Exercise
From the listing below, copy every line with the word "SPEEDWELL".
....
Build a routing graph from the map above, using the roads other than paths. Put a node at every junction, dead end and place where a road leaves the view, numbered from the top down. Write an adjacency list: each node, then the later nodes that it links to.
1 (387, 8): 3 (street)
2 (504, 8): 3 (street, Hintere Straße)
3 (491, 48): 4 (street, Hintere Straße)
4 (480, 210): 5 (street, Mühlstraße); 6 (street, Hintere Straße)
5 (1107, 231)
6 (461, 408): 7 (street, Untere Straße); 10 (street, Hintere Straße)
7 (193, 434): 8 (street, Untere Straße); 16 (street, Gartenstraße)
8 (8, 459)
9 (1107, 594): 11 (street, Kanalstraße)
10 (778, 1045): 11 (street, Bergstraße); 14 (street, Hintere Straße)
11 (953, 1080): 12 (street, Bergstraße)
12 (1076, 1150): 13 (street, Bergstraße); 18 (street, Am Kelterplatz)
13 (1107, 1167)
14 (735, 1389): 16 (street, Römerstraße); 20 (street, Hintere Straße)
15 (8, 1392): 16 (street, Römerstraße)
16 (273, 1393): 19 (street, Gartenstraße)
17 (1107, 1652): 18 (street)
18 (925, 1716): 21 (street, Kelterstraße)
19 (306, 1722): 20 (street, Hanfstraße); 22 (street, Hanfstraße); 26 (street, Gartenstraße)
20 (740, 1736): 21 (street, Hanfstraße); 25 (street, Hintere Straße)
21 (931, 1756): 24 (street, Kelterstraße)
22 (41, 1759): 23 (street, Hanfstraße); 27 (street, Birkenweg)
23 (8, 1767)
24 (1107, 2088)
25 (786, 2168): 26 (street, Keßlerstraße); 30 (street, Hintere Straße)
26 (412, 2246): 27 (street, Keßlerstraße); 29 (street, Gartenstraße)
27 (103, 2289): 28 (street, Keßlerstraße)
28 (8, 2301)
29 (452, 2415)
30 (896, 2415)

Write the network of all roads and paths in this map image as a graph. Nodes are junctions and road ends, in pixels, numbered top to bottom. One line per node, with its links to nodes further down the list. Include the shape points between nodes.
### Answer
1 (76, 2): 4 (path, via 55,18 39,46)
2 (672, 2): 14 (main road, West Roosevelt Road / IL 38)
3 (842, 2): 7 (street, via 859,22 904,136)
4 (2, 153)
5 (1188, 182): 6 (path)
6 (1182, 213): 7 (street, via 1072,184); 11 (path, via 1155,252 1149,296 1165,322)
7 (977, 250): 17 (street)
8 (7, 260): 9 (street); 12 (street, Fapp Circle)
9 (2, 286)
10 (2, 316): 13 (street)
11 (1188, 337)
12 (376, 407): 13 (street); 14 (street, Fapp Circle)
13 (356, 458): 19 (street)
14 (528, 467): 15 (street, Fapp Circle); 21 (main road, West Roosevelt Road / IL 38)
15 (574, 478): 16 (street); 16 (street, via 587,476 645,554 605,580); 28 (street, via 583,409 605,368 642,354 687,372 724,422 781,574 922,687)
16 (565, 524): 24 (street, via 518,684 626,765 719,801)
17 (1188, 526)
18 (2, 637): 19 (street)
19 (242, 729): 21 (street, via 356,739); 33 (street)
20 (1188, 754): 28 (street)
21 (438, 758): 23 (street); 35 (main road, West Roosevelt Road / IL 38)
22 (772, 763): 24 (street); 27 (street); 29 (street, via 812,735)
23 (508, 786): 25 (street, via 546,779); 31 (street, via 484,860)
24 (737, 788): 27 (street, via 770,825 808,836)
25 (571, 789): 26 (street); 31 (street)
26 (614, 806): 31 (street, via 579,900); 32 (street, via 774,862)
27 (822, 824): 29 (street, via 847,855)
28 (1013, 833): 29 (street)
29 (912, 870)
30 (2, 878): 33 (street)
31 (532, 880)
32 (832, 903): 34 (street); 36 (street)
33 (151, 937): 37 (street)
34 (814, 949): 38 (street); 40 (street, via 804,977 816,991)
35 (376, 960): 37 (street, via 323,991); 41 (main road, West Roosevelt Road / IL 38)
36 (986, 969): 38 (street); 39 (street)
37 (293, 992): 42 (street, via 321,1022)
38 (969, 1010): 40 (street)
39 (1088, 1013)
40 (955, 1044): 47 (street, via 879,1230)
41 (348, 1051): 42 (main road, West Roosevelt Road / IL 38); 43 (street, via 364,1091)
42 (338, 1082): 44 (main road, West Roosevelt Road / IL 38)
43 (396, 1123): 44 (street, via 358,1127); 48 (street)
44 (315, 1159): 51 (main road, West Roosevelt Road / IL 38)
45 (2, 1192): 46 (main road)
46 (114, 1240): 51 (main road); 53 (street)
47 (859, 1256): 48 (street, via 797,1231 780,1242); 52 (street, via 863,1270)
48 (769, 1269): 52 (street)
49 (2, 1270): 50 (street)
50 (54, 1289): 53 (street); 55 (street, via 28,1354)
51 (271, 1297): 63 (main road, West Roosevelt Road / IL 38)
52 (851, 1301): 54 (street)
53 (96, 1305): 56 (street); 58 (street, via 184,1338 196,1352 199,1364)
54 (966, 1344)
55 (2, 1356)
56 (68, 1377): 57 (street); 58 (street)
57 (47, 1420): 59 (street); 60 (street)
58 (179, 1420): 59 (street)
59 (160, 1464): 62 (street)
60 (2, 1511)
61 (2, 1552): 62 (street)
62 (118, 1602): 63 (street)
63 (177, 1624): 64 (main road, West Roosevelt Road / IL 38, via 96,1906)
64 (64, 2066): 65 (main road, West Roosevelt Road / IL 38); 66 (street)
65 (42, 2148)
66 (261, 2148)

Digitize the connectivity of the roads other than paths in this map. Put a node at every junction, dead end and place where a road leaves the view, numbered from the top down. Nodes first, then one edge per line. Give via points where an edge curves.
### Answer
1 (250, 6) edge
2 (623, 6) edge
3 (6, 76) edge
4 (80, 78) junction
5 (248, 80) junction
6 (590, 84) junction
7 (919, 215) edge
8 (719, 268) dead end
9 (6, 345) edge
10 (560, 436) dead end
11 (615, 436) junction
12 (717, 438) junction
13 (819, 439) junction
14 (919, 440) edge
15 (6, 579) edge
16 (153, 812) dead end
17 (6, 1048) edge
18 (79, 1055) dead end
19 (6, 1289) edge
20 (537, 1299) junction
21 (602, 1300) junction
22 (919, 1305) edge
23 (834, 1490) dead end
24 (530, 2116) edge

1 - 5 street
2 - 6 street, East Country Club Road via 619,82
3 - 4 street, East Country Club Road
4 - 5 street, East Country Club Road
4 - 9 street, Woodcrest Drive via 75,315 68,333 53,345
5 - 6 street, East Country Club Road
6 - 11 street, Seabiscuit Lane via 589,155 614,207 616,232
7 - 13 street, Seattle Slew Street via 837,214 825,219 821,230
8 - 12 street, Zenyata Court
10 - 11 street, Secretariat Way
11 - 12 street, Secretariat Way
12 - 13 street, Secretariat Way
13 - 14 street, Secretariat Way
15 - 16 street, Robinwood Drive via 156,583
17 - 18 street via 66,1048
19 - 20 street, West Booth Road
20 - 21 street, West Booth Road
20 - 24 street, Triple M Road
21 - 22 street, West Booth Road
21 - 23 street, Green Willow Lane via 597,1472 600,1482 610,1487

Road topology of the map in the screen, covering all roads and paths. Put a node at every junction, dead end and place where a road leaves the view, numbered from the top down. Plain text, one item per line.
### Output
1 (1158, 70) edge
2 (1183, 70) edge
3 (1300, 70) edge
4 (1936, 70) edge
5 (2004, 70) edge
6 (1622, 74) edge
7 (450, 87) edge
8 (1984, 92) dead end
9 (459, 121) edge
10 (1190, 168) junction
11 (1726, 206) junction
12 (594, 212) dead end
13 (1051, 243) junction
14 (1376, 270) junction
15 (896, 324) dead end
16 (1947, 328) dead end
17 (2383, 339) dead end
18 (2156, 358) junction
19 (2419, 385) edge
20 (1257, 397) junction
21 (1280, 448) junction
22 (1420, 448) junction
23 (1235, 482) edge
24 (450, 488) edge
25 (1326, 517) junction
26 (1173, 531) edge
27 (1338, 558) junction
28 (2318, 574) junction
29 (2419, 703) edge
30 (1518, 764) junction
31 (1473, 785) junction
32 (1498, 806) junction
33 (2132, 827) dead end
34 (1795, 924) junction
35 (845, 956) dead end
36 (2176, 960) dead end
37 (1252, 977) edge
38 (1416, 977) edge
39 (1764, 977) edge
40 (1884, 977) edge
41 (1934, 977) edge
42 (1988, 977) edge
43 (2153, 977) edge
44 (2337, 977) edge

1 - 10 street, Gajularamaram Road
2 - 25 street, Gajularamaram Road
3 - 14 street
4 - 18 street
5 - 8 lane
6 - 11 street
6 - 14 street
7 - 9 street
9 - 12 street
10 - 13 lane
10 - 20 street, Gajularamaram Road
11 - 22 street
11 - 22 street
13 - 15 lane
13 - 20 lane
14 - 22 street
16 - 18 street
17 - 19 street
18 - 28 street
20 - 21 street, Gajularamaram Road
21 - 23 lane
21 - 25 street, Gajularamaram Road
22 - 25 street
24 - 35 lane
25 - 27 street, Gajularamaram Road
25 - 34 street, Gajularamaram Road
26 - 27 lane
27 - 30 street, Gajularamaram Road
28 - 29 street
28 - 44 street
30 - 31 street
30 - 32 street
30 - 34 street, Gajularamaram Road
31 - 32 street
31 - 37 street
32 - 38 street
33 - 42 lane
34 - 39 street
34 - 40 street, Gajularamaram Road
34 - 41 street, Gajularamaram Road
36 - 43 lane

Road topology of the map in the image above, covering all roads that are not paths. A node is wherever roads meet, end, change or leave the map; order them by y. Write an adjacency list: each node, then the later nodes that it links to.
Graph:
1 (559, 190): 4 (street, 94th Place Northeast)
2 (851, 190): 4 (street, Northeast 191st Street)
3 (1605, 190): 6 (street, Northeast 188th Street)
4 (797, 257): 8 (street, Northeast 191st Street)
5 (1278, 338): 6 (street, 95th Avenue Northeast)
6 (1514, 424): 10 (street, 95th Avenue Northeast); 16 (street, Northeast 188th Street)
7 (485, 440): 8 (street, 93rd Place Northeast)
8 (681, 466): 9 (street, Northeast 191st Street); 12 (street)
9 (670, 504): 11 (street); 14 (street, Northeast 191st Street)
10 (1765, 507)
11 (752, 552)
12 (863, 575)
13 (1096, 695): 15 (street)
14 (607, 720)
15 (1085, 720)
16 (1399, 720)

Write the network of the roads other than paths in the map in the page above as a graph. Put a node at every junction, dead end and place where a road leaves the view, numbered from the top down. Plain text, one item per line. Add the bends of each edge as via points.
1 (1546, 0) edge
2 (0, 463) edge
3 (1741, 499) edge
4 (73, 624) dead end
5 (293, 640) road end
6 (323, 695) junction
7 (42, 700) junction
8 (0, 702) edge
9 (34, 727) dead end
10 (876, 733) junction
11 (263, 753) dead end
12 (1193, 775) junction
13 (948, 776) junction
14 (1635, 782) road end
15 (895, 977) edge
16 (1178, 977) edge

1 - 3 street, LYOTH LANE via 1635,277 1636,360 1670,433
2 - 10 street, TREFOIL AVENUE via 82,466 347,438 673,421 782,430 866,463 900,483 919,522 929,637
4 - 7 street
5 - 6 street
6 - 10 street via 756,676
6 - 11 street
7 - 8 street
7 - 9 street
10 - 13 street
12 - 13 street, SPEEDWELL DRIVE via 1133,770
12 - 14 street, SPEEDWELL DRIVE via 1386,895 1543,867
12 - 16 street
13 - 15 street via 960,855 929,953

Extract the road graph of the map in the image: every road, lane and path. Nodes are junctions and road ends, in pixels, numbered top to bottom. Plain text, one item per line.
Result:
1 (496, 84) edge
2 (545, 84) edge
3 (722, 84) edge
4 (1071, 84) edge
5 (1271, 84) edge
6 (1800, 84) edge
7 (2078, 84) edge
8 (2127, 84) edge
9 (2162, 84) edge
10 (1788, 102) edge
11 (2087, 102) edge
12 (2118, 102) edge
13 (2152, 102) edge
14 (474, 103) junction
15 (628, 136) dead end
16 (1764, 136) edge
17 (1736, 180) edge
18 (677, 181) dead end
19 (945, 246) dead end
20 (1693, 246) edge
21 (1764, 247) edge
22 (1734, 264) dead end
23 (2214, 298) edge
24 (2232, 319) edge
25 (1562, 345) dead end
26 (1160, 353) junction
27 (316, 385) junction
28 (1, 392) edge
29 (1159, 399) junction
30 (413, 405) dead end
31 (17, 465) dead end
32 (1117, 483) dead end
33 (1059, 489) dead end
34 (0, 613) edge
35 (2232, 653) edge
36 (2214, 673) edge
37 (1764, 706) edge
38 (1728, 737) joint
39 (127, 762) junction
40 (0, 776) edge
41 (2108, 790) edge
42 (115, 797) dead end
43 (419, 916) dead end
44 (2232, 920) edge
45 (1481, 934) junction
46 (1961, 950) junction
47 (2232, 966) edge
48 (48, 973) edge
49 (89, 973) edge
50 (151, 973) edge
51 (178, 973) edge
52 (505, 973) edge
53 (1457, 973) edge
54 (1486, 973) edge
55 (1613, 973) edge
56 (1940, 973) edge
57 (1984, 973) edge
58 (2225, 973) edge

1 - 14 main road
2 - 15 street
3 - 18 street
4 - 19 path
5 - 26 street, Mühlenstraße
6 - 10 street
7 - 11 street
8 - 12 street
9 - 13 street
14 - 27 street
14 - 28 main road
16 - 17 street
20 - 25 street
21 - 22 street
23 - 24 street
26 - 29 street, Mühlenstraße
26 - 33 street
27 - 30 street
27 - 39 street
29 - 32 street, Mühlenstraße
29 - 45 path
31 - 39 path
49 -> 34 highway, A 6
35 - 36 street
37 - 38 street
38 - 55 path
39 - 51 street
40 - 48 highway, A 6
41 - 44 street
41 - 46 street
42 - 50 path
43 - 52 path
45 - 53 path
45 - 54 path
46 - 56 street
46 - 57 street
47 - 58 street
....
Expected output
12 - 13 street, SPEEDWELL DRIVE via 1133,770
12 - 14 street, SPEEDWELL DRIVE via 1386,895 1543,867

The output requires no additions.